Wo alle Eigenschaften Talente sein können

Am Sunnahof findet ab Montag die Frühlingswoche statt. Es ist ein Hof mit besonderem Konzept der Inklusion.
Der Sunnahof in Göfis ist kein gewöhnlicher Bauernhof. Denn Ziel des Hofes ist nicht nur die Herstellung von diversen Produkten in der Landwirtschaft, Gärtnerei und Tischlerei. Die täglichen Arbeiten wie etwa Ausmisten, Einsammeln der Eier oder das Fertigen von Holzkisten werden dort von Menschen mit Beeinträchtigungen erledigt. Begleitet werden sie je nach Unterstützungsbedarf von ausgebildeten Mitarbeitern.

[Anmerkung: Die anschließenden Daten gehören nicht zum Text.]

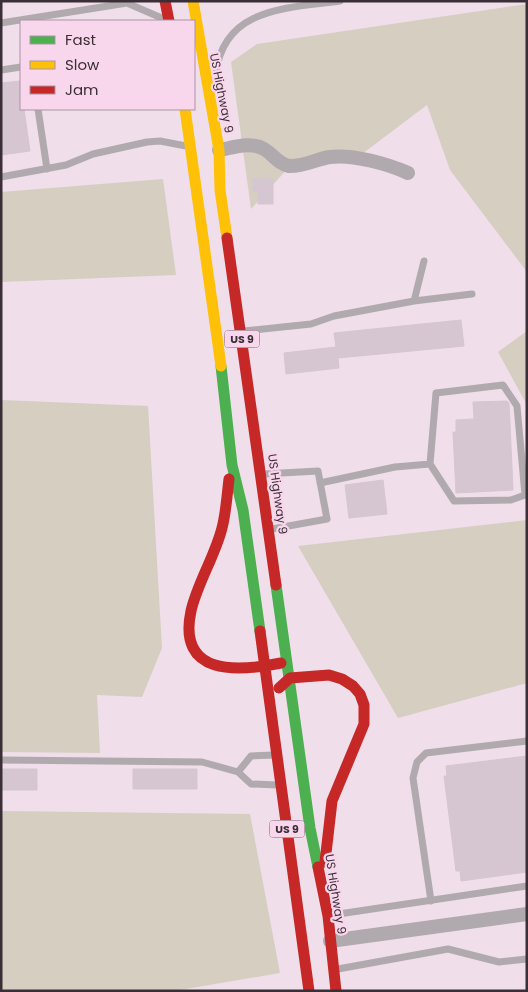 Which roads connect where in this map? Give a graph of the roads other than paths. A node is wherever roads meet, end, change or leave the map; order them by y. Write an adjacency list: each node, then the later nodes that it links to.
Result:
1 (165, 1): 9 (highway)
2 (193, 1): 13 (highway, US Highway 9 / US 9)
3 (340, 1): 13 (lane)
4 (129, 2): 5 (lane); 8 (lane)
5 (117, 3): 7 (lane)
6 (20, 20): 10 (lane)
7 (26, 20)
8 (166, 20)
9 (168, 20)
10 (1, 22)
11 (20, 67): 12 (lane)
12 (1, 70)
13 (212, 104): 17 (highway, US Highway 9 / US 9)
14 (38, 110): 18 (lane)
15 (185, 110): 16 (highway, US 9)
16 (190, 147): 18 (lane); 26 (highway, US 9)
17 (219, 150): 19 (street); 24 (highway, US Highway 9 / US 9)
18 (47, 168): 20 (lane)
19 (408, 173)
20 (1, 177)
21 (424, 261): 23 (lane)
22 (472, 294): 23 (lane)
23 (414, 301): 24 (lane)
24 (241, 332): 27 (highway, US Highway 9 / US 9)
25 (430, 464): 25 (lane); 28 (lane)
26 (232, 465): 31 (highway, US 9); 31 (highway)
27 (261, 474): 28 (lane); 29 (highway, US Highway 9 / US 9)
28 (320, 483): 29 (lane)
29 (269, 530): 30 (highway, US Highway 9 / US 9)
30 (288, 661): 31 (highway); 32 (highway, US Highway 9 / US 9)
31 (264, 667): 33 (highway, US 9)
32 (290, 678): 33 (highway); 40 (highway, US Highway 9 / US 9); 40 (highway)
33 (270, 703): 35 (highway, US 9)
34 (527, 741): 41 (lane)
35 (276, 755): 37 (lane); 38 (highway, US 9)
36 (1, 760): 37 (lane)
37 (238, 772): 38 (lane)
38 (280, 785): 47 (highway, US 9)
39 (527, 886): 41 (lane)
40 (323, 887): 43 (highway, US Highway 9 / US 9)
41 (431, 901): 43 (lane)
42 (527, 914): 44 (street)
43 (328, 916): 44 (highway, US Highway 9 / US 9)
44 (330, 941): 46 (highway, US Highway 9 / US 9)
45 (527, 958): 46 (lane)
46 (334, 970): 48 (highway, US Highway 9 / US 9)
47 (309, 991)
48 (336, 991)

Doch der Hof soll keineswegs die Endstation der Beschäftigten darstellen. Es soll die Menschen mit Beeinträchtigungen darauf vorbereiten, später am Arbeitsmarkt tätig zu sein. „Inklusion heißt, Teil des Ganzen zu sein“, so Inklusionsleiter Benno Scherrer. „Jeder Mensch hat das Recht drauf, mittendrin, so wie er ist, einen Platz zu finden.“

Für diesen nächsten Schritt soll der Sunnahof eine Schule sein. „Wir versuchen Grundlagen zu vermitteln, die man überall braucht, wie etwa Pünktlichkeit und Teamarbeit“, erläutert Scherrer. Er versucht dann Firmen zu suchen, wo vorhandene Talente abseits von schematischen Berufsbildern wie Tischler oder Gärtner eingesetzt werden können. Viele Tätigkeiten seien etwa sinnvoll, obwohl sie im ersten Moment von außen nicht attraktiv erscheinen würden, erklärt Scherrer. Dabei geht es darum, bestimmte Eigenschaften als Chance zu sehen. So holt etwa einer der Beschäftigten, der die Fähigkeit der Langsamkeit mit sich bringt, am Sunnahof einen Blinden meist vom Bus ab. Die Begleitung einer blinden Person erfordert nämlich Entschleunigung und Geduld. „So ist die Langsamkeit zum Talent geworden“, führt Scherrer aus.

Mehr Können als gedacht
Durch ein spezielles Mobilitätstraining sollen die Mobilität und Selbstständigkeit der Beschäftigten gefördert werden. Viele Beschäftigten könnten ohne dieses Angebot nicht zum Sunnahof kommen, da nicht alle abgeholt werden können und teilweise andere Einrichtungen näher zu ihrem Wohnort wären. Durch das Mobilitätstraining lernen sie erst unter Begleitung, dann später alleine, den Sunnahof mit den öffentlichen Verkehrsmitteln zu erreichen. Geschäftsführer Christian Zangerle will auf diese Weise vermitteln, dass die Beschäftigten mehr können. „Oft sind es nicht sie, die es nicht selbst können. Angehörige blockieren teilweise aus Angst.“

Wenn die Beschäftigten dann am Hof angekommen sind, gehen sie unterschiedlichen, täglich anfallenden Aufgaben nach. Auf dem Hof wird auf natürliche Prozesse und das selbst Erzeugen und Tun gesetzt. Sowohl der Mist als auch die Erde für die Setzlinge etwa stammen von den Tieren. Die Kühe werden vom Stier in der Herde anstatt künstlich befruchtet. Es leben je nach Saison etwa 400 bis 500 Tiere am Sunnahof. Darunter sind Gänse, Ziegen, Schweine, Hühner und Schafe.

Arbeit mit Sinn
Die Tiere müssen gefüttert und auf die Alp begleitet oder ihre Ställe ausgemistet werden. Damit die Beschäftigten wissen, wie diese Aufgaben gehen, hängen etwa im Hühnerstall eine Schritt-für-Schritt-Anleitung mit Bildern, wie die Eier entnommen, gestempelt und in die Schachtel gegeben werden. Die Anleitung behält in sechs Schritten sogar Tätigkeiten wie Umziehen. Es gibt diverse Bereiche, von der Landwirtschaft, über den Hofladen, Gastronomie und den Gärnterbetriebs bis zur Tischlerei.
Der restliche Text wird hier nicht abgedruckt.